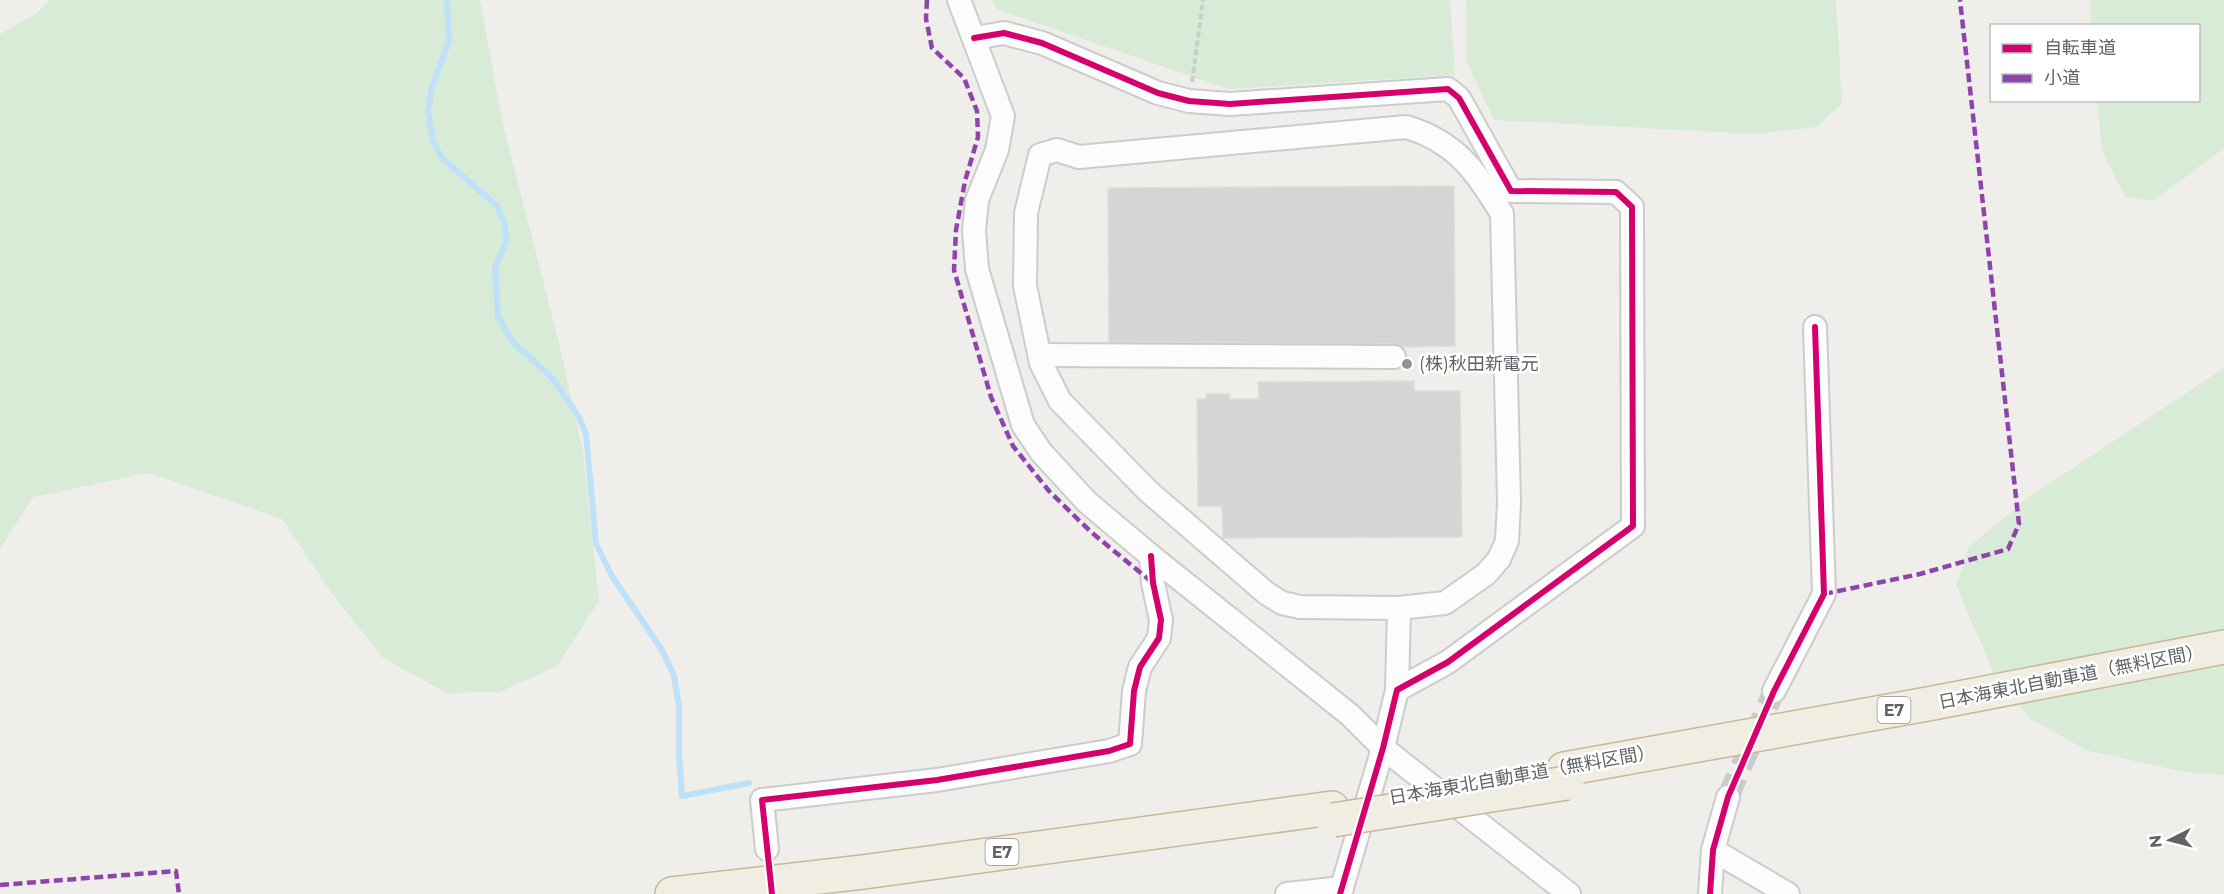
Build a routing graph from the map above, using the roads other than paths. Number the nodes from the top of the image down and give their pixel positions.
1 (959, 0) edge
2 (974, 38) junction
3 (1815, 327) dead end
4 (1040, 355) junction
5 (1394, 357) dead end
6 (1151, 556) junction
7 (1399, 608) junction
8 (2224, 647) edge
9 (2224, 667) edge
10 (1398, 690) junction
11 (1774, 692) tunnel mouth
12 (1383, 748) junction
13 (1565, 776) junction
14 (1728, 797) tunnel mouth
15 (1332, 814) junction
16 (767, 849) dead end
17 (1713, 850) junction
18 (1341, 891) edge
19 (672, 894) edge
20 (810, 894) edge
21 (1287, 894) edge
22 (1569, 894) edge
23 (1710, 894) edge
24 (1788, 894) edge

1 - 2 street
2 - 6 street
2 - 10 street
3 - 11 street
4 - 5 street
4 - 7 street
4 - 7 street
6 - 12 street
6 - 16 street
7 - 10 street
8 - 13 highway, 日本海東北自動車道（無料区間） / E7
9 - 13 highway, 日本海東北自動車道（無料区間） / E7
10 - 12 street
12 - 18 street
12 - 22 street
13 - 15 highway, 日本海東北自動車道（無料区間） / E7, bridge
14 - 17 street
15 - 19 highway, 日本海東北自動車道（無料区間） / E7
15 - 20 highway, 日本海東北自動車道（無料区間） / E7
17 - 23 street
17 - 24 street
18 - 21 street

TO DO:
Look for the word "日本海東北自動車道" in the data, then return every line that contains it.

FINISHED TASK:
8 - 13 highway, 日本海東北自動車道（無料区間） / E7
9 - 13 highway, 日本海東北自動車道（無料区間） / E7
13 - 15 highway, 日本海東北自動車道（無料区間） / E7, bridge
15 - 19 highway, 日本海東北自動車道（無料区間） / E7
15 - 20 highway, 日本海東北自動車道（無料区間） / E7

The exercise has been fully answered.